¿Para que concurra el delito del artículo 175 del Código Penal (delito contra la integridad moral) se requiere un dolo específico o elemento intencional?

¿Para que concurra el delito del artículo 175 del Código Penal (delito contra la integridad moral) se requiere un dolo específico o elemento intencional?

La respuesta a esta cuestión nos las ofrece la Sala de lo Penal del Tribunal Supremo, que en sentencia de 26 de septiembre de 2016 respondiendo a esta cuestión declara que “el  problema  que  suscita  el  motivo  es  más  dogmático  que  probatorio:  dilucidar  si  para  que  nazca  el delito del art. 175 CP se requiere ese algo más subjetivo, superpuesto al dolo genérico, que parece exigir el recurrente, aunque formalmente proclame que no es así.

Hemos  de  asumir  tanto  la  vía  argumental  del  Ministerio  Fiscal  – estaríamos  ante  un  dolo  de consecuencias necesarias-, como la de la Audiencia -no se requiere un dolo específico o elemento intencional que vaya más allá de conocer que la conducta objetivamente  afecta a la integridad moral, y consentir con ello-. Ese dolo puede aparecer repentinamente; es compatible con un estado de ira; no exige una reflexión deliberativa seguida de una decisión meditada y asumida fríamente. Por eso no hay espacio para el discurso del recurrente que querría reputar incompatible con ese dolo una reacción impulsiva o descontrolada ante una provocación.

La frialdad de ánimo no es presupuesto del tipo subjetivo del art. 175. Como tampoco lo es que la acción denigrante sea gratuita o no esté animada por móviles específicos distintos del puro y desnudo propósito de afectar a la integridad moral (como viene a demostrar el art. 174: el afán vindicativo no excluye el atentado a la integridad moral, que también se da cuando es ese el único móvil de la acción).

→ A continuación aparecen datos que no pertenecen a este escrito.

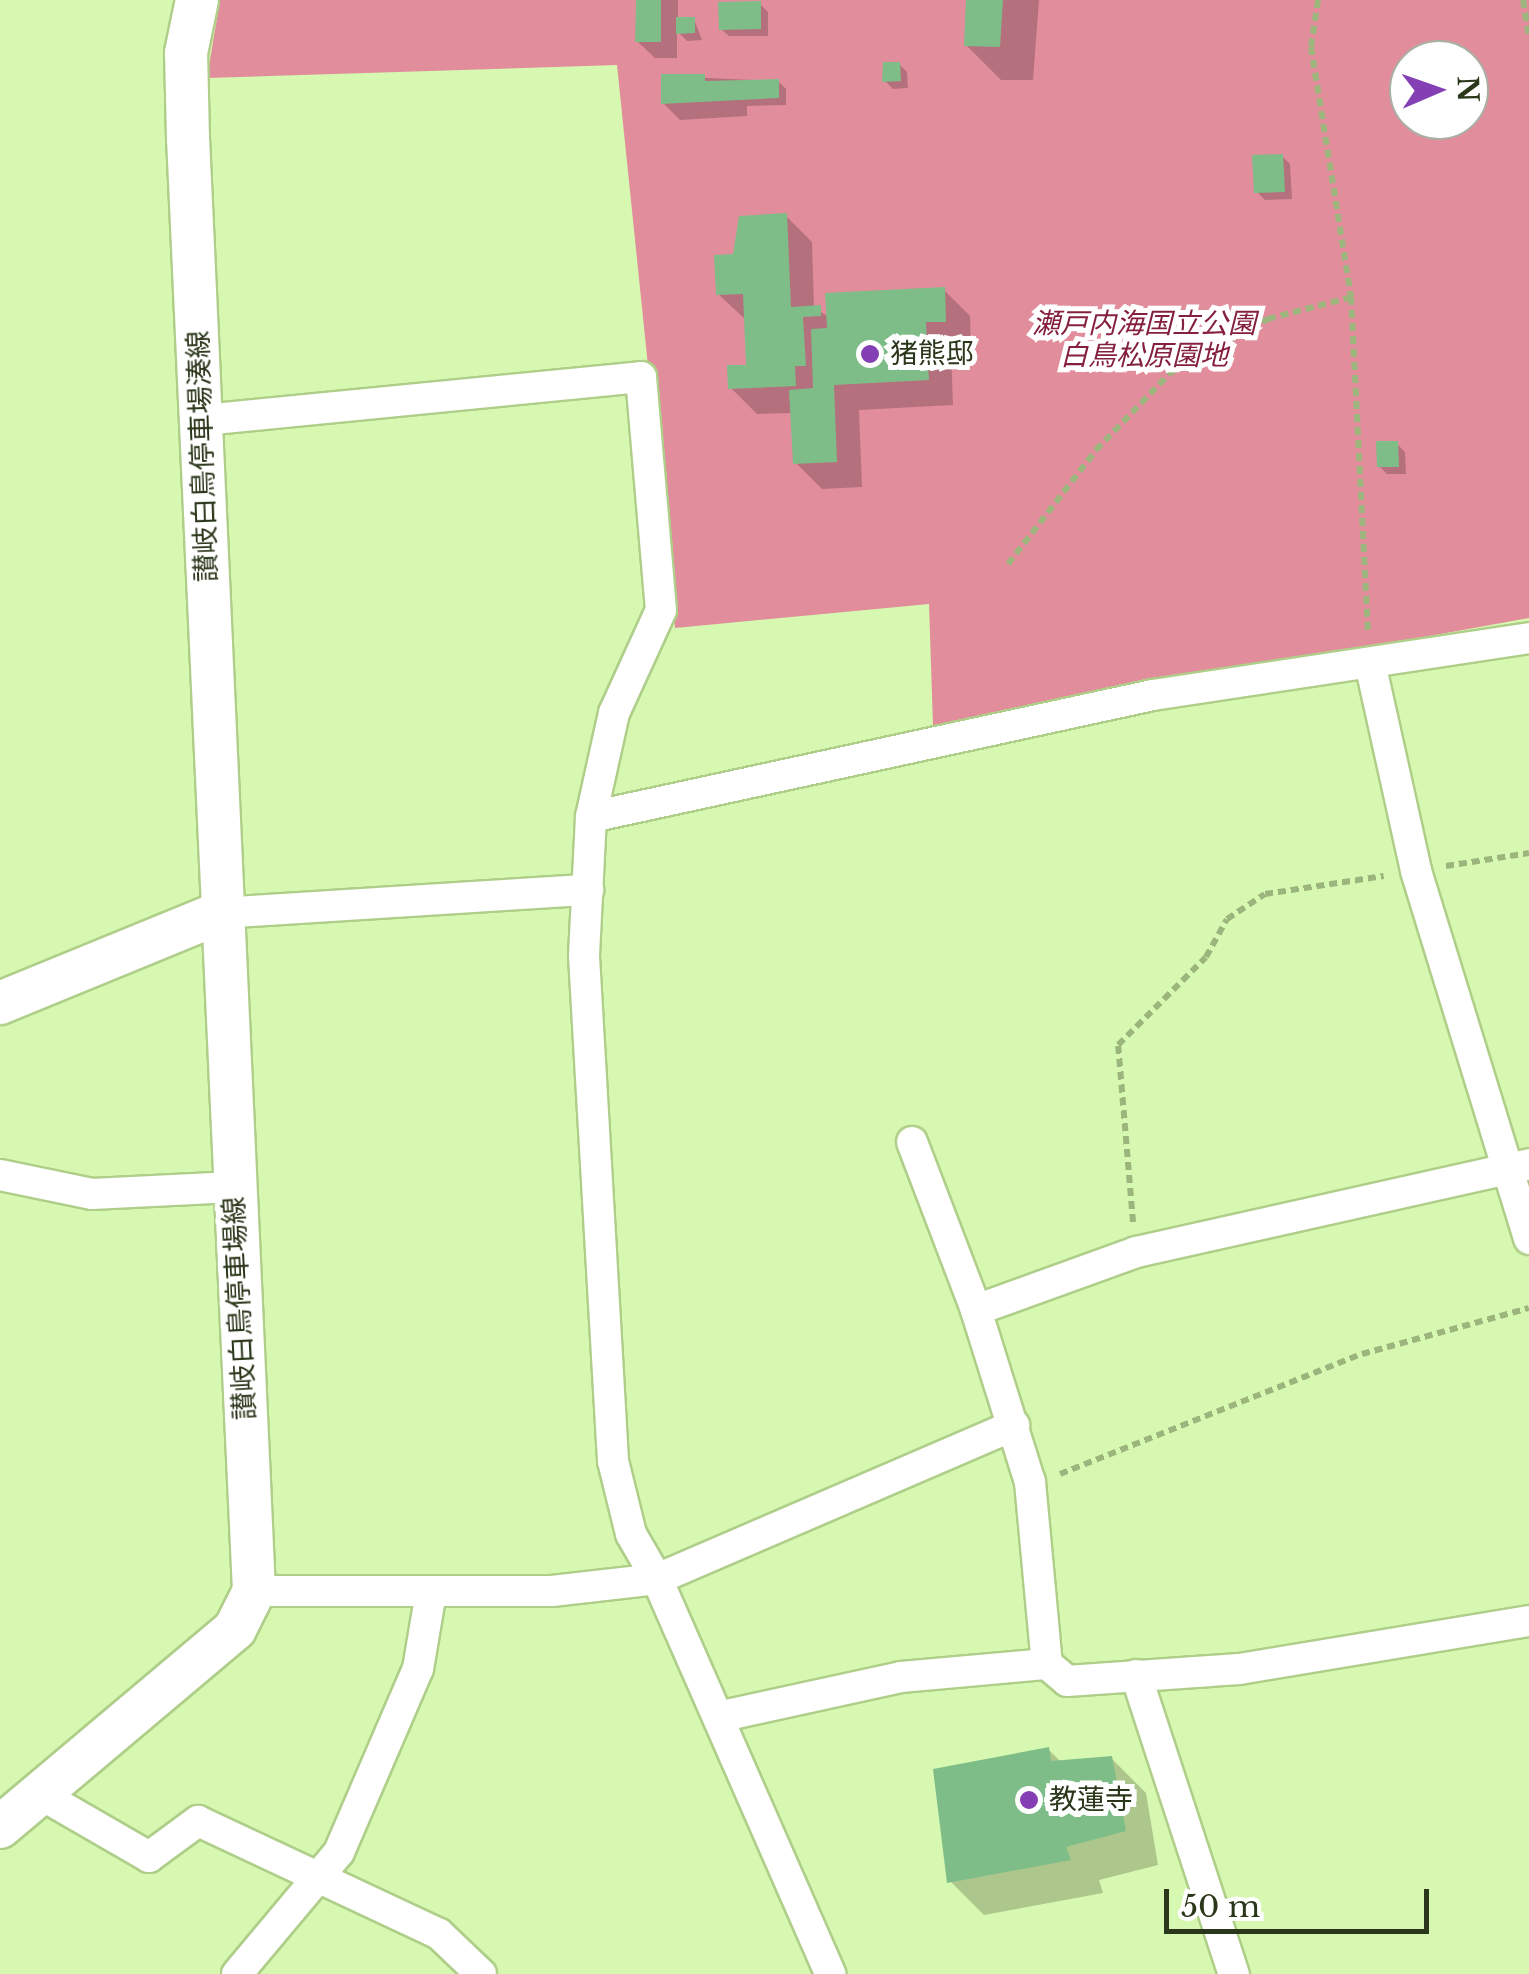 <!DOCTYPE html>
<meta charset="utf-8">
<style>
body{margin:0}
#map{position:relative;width:1529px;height:1974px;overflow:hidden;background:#d7f8b0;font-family:"Libre Baskerville","Noto Sans JP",serif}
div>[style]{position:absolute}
.forest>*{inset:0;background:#e28d9c}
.shadow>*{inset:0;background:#0003}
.building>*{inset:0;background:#7fbd88}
.path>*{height:6px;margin-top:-3px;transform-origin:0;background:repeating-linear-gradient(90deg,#9cb57d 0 8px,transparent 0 13px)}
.roads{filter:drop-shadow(2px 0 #afce89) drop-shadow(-2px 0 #afce89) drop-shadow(0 2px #afce89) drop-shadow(0 -2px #afce89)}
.street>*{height:30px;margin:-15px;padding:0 15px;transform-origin:15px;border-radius:15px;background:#fff}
.secondary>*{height:42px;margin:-21px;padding:0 21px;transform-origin:21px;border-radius:21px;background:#fff}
.dots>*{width:28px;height:28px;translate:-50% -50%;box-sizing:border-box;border:5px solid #fff;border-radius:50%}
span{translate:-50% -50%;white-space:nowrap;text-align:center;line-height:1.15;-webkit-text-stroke:10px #fff;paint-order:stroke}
.park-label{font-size:28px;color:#84203d;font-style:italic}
.poi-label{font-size:28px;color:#2b371b}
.left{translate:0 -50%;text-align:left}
.street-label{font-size:28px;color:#2b371b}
.north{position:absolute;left:1389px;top:40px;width:100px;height:100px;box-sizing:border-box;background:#fff;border:2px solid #aaafa4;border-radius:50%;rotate:88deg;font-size:28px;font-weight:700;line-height:40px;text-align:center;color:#2b371b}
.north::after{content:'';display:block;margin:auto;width:35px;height:45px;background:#833fb3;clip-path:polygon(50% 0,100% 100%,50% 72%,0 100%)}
.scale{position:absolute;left:1164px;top:1889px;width:265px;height:45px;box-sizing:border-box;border:5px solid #2b371b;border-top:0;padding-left:12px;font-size:30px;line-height:35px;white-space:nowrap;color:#2b371b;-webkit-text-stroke:8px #fff;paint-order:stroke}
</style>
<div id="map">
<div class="forest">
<i style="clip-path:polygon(evenodd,220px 0,1529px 0,1529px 618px,933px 726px,929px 604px,675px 628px,617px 65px,207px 78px,220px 0,1409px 60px,1469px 60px,1469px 120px,1409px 120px,1409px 60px)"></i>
</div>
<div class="shadow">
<i style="clip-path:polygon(638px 0,678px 0,678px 20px,694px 19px,702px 40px,687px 41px,677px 31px,677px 58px,655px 58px,637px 41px)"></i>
<i style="clip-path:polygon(969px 0,1039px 0,1033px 80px,1001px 80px,966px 45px)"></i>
<i style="clip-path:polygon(760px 4px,768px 12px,768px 36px,729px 36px,721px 29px)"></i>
<i style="clip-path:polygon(899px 64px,907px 72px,908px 88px,893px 89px,885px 81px)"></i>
<i style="clip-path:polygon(663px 76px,778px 81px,786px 89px,786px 105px,747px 106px,747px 116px,680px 120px,663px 103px)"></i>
<i style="clip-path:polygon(1282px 156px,1290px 164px,1292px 199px,1265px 200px,1257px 192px)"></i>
<i style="clip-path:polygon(786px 216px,812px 242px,814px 308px,829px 317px,944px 290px,970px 316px,971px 347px,951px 347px,953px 405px,859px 410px,862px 487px,822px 489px,796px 463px,793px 413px,757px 414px,731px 388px,748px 367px,746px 320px,718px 294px,736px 256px)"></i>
<i style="clip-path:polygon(1397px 444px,1405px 452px,1406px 474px,1387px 474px,1379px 466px)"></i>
<i style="clip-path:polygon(1048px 1749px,1061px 1762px,1112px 1759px,1146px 1793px,1158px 1865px,1099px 1880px,1103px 1893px,984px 1915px,950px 1881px)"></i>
</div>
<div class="building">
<i style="clip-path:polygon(636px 0,661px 0,661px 42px,635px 42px)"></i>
<i style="clip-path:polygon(966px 0,1003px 0,1000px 47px,964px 46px)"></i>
<i style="clip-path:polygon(761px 1px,761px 29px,719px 30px,718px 2px)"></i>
<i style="clip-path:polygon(676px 17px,695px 17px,695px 33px,676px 34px)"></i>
<i style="clip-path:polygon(883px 62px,900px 62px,901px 81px,882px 82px)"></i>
<i style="clip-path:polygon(661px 74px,705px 74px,705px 81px,779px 79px,779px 98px,661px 104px)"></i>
<i style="clip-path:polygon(1283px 154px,1285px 192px,1254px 193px,1252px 155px)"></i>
<i style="clip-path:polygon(787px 213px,791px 307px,821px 305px,821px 316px,803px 317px,806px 366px,795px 366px,796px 386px,728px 389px,727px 365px,746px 365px,743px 294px,716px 295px,714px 255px,733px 254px,739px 216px)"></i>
<i style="clip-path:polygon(945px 287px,946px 322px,926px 322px,929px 380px,834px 385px,837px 462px,793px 464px,789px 390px,813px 388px,811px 329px,827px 328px,825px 293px)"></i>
<i style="clip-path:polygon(1376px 441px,1398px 441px,1399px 467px,1377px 467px)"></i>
<i style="clip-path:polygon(1049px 1747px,1051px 1761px,1112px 1756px,1126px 1831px,1066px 1847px,1071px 1860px,947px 1883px,933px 1769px)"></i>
</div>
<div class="path">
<i style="left:1318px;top:0;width:48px;rotate:98.5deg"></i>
<i style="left:1311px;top:47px;width:253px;rotate:80.9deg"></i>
<i style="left:1351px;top:297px;width:335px;rotate:87.1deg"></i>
<i style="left:1523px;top:0;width:39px;rotate:81deg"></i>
<i style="left:1008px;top:564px;width:144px;rotate:-52.3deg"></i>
<i style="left:1096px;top:450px;width:108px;rotate:-46.1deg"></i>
<i style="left:1171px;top:372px;width:111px;rotate:-28.7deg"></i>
<i style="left:1268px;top:319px;width:86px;rotate:-14.8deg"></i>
<i style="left:1446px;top:866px;width:84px;rotate:-8.9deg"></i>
<i style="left:1133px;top:1222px;width:178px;rotate:-94.8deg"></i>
<i style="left:1118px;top:1045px;width:124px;rotate:-45deg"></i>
<i style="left:1206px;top:957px;width:43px;rotate:-61.1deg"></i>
<i style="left:1227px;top:919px;width:45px;rotate:-33.3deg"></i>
<i style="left:1265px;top:894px;width:120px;rotate:-8.6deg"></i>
<i style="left:1060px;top:1474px;width:325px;rotate:-21.7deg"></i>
<i style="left:1362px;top:1354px;width:173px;rotate:-15.4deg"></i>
</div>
<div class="roads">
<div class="street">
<i style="left:203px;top:420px;width:440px;rotate:-5.6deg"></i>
<i style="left:641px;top:377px;width:234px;rotate:85.1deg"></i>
<i style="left:661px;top:610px;width:113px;rotate:114.5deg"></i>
<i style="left:614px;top:713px;width:107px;rotate:102.5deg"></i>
<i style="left:591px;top:817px;width:139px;rotate:92.9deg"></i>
<i style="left:584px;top:956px;width:506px;rotate:86.71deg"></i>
<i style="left:613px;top:1461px;width:75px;rotate:76.1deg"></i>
<i style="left:631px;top:1534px;width:52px;rotate:60deg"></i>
<i style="left:657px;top:1579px;width:431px;rotate:66.3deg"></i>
<i style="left:1370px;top:663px;width:213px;rotate:77.5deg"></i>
<i style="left:1416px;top:871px;width:385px;rotate:72.9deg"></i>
<i style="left:591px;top:817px;width:575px;rotate:-12.25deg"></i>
<i style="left:1153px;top:695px;width:380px;rotate:-8.6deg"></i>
<i style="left:219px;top:913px;width:370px;rotate:-3.6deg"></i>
<i style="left:912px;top:1142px;width:180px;rotate:69.1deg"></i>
<i style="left:976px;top:1310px;width:180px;rotate:72.6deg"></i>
<i style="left:1030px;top:1482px;width:183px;rotate:84.7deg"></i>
<i style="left:0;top:1175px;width:94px;rotate:11.7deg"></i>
<i style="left:92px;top:1194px;width:142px;rotate:-2.8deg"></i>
<i style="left:976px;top:1310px;width:170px;rotate:-19.9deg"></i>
<i style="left:1136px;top:1252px;width:403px;rotate:-12.6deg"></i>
<i style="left:254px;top:1591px;width:298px"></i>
<i style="left:552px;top:1591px;width:106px;rotate:-6.5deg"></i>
<i style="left:657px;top:1579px;width:389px;rotate:-23.3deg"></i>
<i style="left:1136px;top:1675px;width:315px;rotate:71.9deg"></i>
<i style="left:718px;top:1717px;width:187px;rotate:-12.3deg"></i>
<i style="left:901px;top:1677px;width:147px;rotate:-5.1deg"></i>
<i style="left:1047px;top:1664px;width:26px;rotate:40deg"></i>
<i style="left:1067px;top:1681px;width:172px;rotate:-4deg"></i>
<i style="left:1239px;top:1669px;width:294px;rotate:-9.4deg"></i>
<i style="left:40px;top:1794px;width:126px;rotate:30deg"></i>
<i style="left:149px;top:1857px;width:61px;rotate:-36.3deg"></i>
<i style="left:198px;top:1821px;width:266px;rotate:25.1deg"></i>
<i style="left:439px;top:1934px;width:58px;rotate:43.6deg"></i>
<i style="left:237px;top:1974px;width:159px;rotate:-50.1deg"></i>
<i style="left:339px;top:1852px;width:199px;rotate:-66.7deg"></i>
<i style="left:418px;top:1669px;width:78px;rotate:-80.4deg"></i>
</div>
<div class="secondary">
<i style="left:0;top:1003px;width:237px;rotate:-22.3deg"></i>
<i style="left:0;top:1827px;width:307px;rotate:-40.1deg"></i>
<i style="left:235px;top:1629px;width:42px;rotate:-63.4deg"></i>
<i style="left:254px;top:1591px;width:1453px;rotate:-92.6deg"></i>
<i style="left:188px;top:139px;width:86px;rotate:-91.3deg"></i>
<i style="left:186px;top:53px;width:54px;rotate:-78.3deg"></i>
</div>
</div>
<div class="dots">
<i style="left:870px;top:354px;background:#833fb3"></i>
<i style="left:1029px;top:1800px;background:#833fb3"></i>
</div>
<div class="park-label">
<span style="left:1144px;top:340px">瀬戸内海国立公園<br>白鳥松原園地</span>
</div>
<div class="poi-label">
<span class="left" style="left:890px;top:354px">猪熊邸</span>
<span class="left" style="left:1049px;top:1800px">教蓮寺</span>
</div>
<div class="street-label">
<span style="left:203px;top:456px;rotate:-92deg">讃岐白鳥停車場湊線</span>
<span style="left:240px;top:1308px;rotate:-93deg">讃岐白鳥停車場線</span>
</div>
<div class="north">N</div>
<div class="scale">50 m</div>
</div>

La  incidencia  en  el  sentimiento  de  dignidad  de  la  víctima  fluye  de  la  situación  y  el  marco  que  son conocidos  por  el  acusado  en  todos  sus  detalles:  persona  detenida  y  por  tanto  sometida  y  sin  capacidad de  responder  a  una  agresión  por  estar  esposado;  lo  que  ha  de  combinarse  con  la  actitud  mostrada  por  el recurrente (se puede captar sin intermediarios por el visionado de la grabación). Con independencia de que existiesen  insultos  previos  que  habrían  podido  despertar  indignación  (en  quien  ejerce  una  profesión  como la  del  recurrente  debiera  presumirse  una  mayor  capacidad  de  encaje  y  tolerancia  frente  a  esas  actitudes, máxime cuando surgen condicionadas por un manifiesto estado de ebriedad), se constata como el recurrente se  aproxima  como  sin  querer,  fingiéndose  distraído,  al  detenido  y  repentinamente  (está  bien  descrito  en la  sentencia),  sin  aviso  previo  ni  verbal  ni  gestual,  dirige  el  golpe  con  la  pierna  a  la  cabeza  de  quien  está totalmente desprevenido, reducido e indefenso. Es objetivamente humillante y vejatorio ese modo de golpearle en el contexto en que se produce. Incorpora unas dosis despectivas percibibles por cualquier observador.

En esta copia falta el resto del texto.